#### Task brief
Output all entries precisely.

Source information START

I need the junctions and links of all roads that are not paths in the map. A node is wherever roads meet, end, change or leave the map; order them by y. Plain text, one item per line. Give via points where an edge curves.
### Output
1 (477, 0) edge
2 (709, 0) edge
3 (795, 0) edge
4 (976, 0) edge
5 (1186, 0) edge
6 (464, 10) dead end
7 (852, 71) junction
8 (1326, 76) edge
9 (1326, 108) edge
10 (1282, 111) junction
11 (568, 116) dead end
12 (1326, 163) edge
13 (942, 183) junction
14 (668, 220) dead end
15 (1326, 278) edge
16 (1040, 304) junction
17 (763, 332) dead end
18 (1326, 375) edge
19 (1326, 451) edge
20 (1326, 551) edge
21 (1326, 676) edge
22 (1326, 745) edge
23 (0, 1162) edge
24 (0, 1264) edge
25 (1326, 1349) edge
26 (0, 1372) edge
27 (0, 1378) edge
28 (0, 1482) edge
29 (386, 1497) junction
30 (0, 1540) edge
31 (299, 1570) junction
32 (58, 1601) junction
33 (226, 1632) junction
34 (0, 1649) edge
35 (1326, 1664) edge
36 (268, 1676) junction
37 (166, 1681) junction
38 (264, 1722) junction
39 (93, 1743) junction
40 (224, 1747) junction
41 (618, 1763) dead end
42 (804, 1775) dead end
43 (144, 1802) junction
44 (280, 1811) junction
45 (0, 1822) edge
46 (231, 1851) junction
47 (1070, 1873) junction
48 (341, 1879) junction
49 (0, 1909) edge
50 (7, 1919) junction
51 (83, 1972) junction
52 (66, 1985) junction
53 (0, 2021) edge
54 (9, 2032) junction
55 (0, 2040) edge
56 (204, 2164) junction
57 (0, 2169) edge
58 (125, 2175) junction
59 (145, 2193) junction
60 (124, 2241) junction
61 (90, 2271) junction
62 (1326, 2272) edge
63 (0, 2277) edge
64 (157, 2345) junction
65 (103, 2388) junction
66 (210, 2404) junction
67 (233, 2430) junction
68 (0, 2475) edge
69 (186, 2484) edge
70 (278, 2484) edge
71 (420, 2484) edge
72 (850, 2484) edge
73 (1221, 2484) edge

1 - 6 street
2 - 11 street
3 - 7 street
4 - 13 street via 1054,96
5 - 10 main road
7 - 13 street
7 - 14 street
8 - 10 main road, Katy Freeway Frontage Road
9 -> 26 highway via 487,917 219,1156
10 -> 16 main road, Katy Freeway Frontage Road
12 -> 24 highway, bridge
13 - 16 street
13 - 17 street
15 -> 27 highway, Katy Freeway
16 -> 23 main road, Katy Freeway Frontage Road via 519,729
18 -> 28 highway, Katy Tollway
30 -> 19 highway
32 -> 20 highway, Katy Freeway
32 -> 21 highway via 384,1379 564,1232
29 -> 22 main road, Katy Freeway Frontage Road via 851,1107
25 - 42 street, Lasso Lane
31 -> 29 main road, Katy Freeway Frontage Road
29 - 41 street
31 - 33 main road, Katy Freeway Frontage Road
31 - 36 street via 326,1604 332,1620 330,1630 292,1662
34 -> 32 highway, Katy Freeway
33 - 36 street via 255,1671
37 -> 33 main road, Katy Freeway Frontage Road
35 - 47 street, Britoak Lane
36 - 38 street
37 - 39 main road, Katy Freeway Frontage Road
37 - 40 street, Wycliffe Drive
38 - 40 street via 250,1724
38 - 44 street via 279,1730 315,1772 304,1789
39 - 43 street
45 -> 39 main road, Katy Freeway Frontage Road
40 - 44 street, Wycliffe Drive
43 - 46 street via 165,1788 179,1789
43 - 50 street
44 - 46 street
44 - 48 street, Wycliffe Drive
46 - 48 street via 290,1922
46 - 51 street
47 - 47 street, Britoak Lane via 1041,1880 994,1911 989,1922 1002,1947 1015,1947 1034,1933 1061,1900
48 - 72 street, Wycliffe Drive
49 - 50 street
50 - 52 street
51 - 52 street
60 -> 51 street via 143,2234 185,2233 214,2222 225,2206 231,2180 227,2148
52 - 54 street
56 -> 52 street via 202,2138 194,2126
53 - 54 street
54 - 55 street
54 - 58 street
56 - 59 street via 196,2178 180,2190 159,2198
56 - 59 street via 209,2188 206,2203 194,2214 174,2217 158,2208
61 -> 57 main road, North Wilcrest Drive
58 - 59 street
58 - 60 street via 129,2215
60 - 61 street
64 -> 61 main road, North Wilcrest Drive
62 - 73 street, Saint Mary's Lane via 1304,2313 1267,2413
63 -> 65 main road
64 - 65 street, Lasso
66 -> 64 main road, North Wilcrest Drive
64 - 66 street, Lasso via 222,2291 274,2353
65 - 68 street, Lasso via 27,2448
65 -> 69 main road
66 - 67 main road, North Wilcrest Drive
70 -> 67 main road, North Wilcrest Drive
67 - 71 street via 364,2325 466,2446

Source information END

#### Output for this exercise
I need the junctions and links of all roads that are not paths in the map. A node is wherever roads meet, end, change or leave the map; order them by y. Plain text, one item per line. Give via points where an edge curves.
### Output
1 (477, 0) edge
2 (709, 0) edge
3 (795, 0) edge
4 (976, 0) edge
5 (1186, 0) edge
6 (464, 10) dead end
7 (852, 71) junction
8 (1326, 76) edge
9 (1326, 108) edge
10 (1282, 111) junction
11 (568, 116) dead end
12 (1326, 163) edge
13 (942, 183) junction
14 (668, 220) dead end
15 (1326, 278) edge
16 (1040, 304) junction
17 (763, 332) dead end
18 (1326, 375) edge
19 (1326, 451) edge
20 (1326, 551) edge
21 (1326, 676) edge
22 (1326, 745) edge
23 (0, 1162) edge
24 (0, 1264) edge
25 (1326, 1349) edge
26 (0, 1372) edge
27 (0, 1378) edge
28 (0, 1482) edge
29 (386, 1497) junction
30 (0, 1540) edge
31 (299, 1570) junction
32 (58, 1601) junction
33 (226, 1632) junction
34 (0, 1649) edge
35 (1326, 1664) edge
36 (268, 1676) junction
37 (166, 1681) junction
38 (264, 1722) junction
39 (93, 1743) junction
40 (224, 1747) junction
41 (618, 1763) dead end
42 (804, 1775) dead end
43 (144, 1802) junction
44 (280, 1811) junction
45 (0, 1822) edge
46 (231, 1851) junction
47 (1070, 1873) junction
48 (341, 1879) junction
49 (0, 1909) edge
50 (7, 1919) junction
51 (83, 1972) junction
52 (66, 1985) junction
53 (0, 2021) edge
54 (9, 2032) junction
55 (0, 2040) edge
56 (204, 2164) junction
57 (0, 2169) edge
58 (125, 2175) junction
59 (145, 2193) junction
60 (124, 2241) junction
61 (90, 2271) junction
62 (1326, 2272) edge
63 (0, 2277) edge
64 (157, 2345) junction
65 (103, 2388) junction
66 (210, 2404) junction
67 (233, 2430) junction
68 (0, 2475) edge
69 (186, 2484) edge
70 (278, 2484) edge
71 (420, 2484) edge
72 (850, 2484) edge
73 (1221, 2484) edge

1 - 6 street
2 - 11 street
3 - 7 street
4 - 13 street via 1054,96
5 - 10 main road
7 - 13 street
7 - 14 street
8 - 10 main road, Katy Freeway Frontage Road
9 -> 26 highway via 487,917 219,1156
10 -> 16 main road, Katy Freeway Frontage Road
12 -> 24 highway, bridge
13 - 16 street
13 - 17 street
15 -> 27 highway, Katy Freeway
16 -> 23 main road, Katy Freeway Frontage Road via 519,729
18 -> 28 highway, Katy Tollway
30 -> 19 highway
32 -> 20 highway, Katy Freeway
32 -> 21 highway via 384,1379 564,1232
29 -> 22 main road, Katy Freeway Frontage Road via 851,1107
25 - 42 street, Lasso Lane
31 -> 29 main road, Katy Freeway Frontage Road
29 - 41 street
31 - 33 main road, Katy Freeway Frontage Road
31 - 36 street via 326,1604 332,1620 330,1630 292,1662
34 -> 32 highway, Katy Freeway
33 - 36 street via 255,1671
37 -> 33 main road, Katy Freeway Frontage Road
35 - 47 street, Britoak Lane
36 - 38 street
37 - 39 main road, Katy Freeway Frontage Road
37 - 40 street, Wycliffe Drive
38 - 40 street via 250,1724
38 - 44 street via 279,1730 315,1772 304,1789
39 - 43 street
45 -> 39 main road, Katy Freeway Frontage Road
40 - 44 street, Wycliffe Drive
43 - 46 street via 165,1788 179,1789
43 - 50 street
44 - 46 street
44 - 48 street, Wycliffe Drive
46 - 48 street via 290,1922
46 - 51 street
47 - 47 street, Britoak Lane via 1041,1880 994,1911 989,1922 1002,1947 1015,1947 1034,1933 1061,1900
48 - 72 street, Wycliffe Drive
49 - 50 street
50 - 52 street
51 - 52 street
60 -> 51 street via 143,2234 185,2233 214,2222 225,2206 231,2180 227,2148
52 - 54 street
56 -> 52 street via 202,2138 194,2126
53 - 54 street
54 - 55 street
54 - 58 street
56 - 59 street via 196,2178 180,2190 159,2198
56 - 59 street via 209,2188 206,2203 194,2214 174,2217 158,2208
61 -> 57 main road, North Wilcrest Drive
58 - 59 street
58 - 60 street via 129,2215
60 - 61 street
64 -> 61 main road, North Wilcrest Drive
62 - 73 street, Saint Mary's Lane via 1304,2313 1267,2413
63 -> 65 main road
64 - 65 street, Lasso
66 -> 64 main road, North Wilcrest Drive
64 - 66 street, Lasso via 222,2291 274,2353
65 - 68 street, Lasso via 27,2448
65 -> 69 main road
66 - 67 main road, North Wilcrest Drive
70 -> 67 main road, North Wilcrest Drive
67 - 71 street via 364,2325 466,2446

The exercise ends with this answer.